> [EXERCISE GOAL] Report each line of the records below that uses the word "list".
*** Opening of PROVIDED RECORDS ***
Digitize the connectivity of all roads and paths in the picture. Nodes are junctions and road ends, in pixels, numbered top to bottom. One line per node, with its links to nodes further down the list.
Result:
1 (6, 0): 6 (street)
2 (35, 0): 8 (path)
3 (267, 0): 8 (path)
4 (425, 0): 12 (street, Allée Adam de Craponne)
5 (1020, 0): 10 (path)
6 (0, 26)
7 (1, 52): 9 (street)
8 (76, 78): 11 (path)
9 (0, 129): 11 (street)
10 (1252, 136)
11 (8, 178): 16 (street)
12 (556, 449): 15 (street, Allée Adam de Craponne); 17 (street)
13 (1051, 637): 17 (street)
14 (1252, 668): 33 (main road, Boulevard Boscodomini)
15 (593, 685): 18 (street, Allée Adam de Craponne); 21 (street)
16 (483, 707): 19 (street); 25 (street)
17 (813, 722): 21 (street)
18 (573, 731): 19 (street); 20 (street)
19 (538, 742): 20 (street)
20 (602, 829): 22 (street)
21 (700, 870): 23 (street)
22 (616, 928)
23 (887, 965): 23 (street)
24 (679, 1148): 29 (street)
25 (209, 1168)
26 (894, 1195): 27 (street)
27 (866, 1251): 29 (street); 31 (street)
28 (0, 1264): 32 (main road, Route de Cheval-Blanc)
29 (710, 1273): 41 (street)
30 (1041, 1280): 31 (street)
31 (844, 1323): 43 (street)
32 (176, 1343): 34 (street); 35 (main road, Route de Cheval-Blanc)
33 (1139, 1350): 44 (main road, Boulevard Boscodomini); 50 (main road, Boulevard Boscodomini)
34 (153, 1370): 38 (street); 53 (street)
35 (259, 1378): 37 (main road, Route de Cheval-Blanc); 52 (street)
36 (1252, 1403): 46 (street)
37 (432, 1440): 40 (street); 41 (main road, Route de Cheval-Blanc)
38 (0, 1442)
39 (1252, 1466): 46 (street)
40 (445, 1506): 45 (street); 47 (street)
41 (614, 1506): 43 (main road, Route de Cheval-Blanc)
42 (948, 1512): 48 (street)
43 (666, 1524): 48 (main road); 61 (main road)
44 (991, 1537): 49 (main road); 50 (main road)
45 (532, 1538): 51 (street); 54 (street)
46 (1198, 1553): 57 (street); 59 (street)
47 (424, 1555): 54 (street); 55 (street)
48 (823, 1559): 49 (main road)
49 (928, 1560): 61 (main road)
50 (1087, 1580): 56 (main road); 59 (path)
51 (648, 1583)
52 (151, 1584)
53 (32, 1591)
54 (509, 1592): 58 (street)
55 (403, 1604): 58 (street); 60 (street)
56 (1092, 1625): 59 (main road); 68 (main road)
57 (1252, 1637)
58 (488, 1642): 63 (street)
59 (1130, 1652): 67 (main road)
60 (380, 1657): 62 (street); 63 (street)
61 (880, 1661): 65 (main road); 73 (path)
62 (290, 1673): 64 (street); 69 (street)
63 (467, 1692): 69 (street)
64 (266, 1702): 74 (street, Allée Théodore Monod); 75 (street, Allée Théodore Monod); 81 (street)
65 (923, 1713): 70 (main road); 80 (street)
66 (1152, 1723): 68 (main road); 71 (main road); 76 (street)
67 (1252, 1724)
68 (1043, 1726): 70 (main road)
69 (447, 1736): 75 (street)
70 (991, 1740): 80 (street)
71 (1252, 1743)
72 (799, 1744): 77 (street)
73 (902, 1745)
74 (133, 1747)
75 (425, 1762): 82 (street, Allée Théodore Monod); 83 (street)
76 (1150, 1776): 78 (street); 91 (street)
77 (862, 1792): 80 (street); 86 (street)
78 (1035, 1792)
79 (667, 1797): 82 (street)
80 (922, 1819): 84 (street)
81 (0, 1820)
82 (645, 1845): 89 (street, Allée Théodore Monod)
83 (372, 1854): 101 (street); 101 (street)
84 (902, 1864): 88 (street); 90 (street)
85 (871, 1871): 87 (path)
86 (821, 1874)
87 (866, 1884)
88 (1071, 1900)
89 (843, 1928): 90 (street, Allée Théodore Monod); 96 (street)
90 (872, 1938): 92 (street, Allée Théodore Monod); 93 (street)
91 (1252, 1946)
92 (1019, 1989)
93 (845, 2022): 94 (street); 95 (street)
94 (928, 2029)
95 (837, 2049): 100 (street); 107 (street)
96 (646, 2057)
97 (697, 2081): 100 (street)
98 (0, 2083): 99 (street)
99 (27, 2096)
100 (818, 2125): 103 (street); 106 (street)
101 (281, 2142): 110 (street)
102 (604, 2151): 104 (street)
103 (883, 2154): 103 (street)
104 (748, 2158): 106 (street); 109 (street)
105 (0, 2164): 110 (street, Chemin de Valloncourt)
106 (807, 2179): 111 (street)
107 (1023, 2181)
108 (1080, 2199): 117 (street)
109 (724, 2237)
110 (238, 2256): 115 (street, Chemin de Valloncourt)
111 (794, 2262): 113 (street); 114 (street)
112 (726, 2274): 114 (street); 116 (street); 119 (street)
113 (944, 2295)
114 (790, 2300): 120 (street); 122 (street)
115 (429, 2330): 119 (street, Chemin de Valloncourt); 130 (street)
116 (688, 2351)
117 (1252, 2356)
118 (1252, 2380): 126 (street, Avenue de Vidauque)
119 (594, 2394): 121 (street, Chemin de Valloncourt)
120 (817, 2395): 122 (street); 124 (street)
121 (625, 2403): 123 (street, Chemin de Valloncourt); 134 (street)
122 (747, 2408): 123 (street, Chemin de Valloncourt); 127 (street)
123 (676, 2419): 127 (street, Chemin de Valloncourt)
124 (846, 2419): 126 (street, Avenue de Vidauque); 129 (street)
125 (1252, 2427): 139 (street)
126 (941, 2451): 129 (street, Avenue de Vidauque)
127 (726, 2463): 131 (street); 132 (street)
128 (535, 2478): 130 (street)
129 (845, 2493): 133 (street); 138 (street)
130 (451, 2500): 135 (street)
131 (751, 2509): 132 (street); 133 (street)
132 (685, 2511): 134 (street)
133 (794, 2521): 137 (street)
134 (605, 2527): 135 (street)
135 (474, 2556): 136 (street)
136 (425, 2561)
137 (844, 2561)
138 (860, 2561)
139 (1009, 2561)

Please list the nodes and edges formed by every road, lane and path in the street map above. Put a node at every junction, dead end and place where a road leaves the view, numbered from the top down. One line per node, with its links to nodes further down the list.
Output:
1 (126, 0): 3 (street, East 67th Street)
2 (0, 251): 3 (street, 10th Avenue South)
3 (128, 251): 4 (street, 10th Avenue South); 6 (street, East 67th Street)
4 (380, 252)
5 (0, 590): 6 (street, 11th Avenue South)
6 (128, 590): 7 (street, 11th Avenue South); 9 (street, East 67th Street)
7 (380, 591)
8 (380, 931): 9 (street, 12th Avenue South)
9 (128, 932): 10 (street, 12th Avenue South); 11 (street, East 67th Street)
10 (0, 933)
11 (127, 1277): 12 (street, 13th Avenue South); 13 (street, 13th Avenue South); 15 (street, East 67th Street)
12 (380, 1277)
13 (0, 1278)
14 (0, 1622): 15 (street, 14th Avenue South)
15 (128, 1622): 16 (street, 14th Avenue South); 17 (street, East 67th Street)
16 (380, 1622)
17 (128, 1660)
*** Close of PROVIDED RECORDS ***
> [PROBLEM SOLUTION]
Digitize the connectivity of all roads and paths in the picture. Nodes are junctions and road ends, in pixels, numbered top to bottom. One line per node, with its links to nodes further down the list.
Please list the nodes and edges formed by every road, lane and path in the street map above. Put a node at every junction, dead end and place where a road leaves the view, numbered from the top down. One line per node, with its links to nodes further down the list.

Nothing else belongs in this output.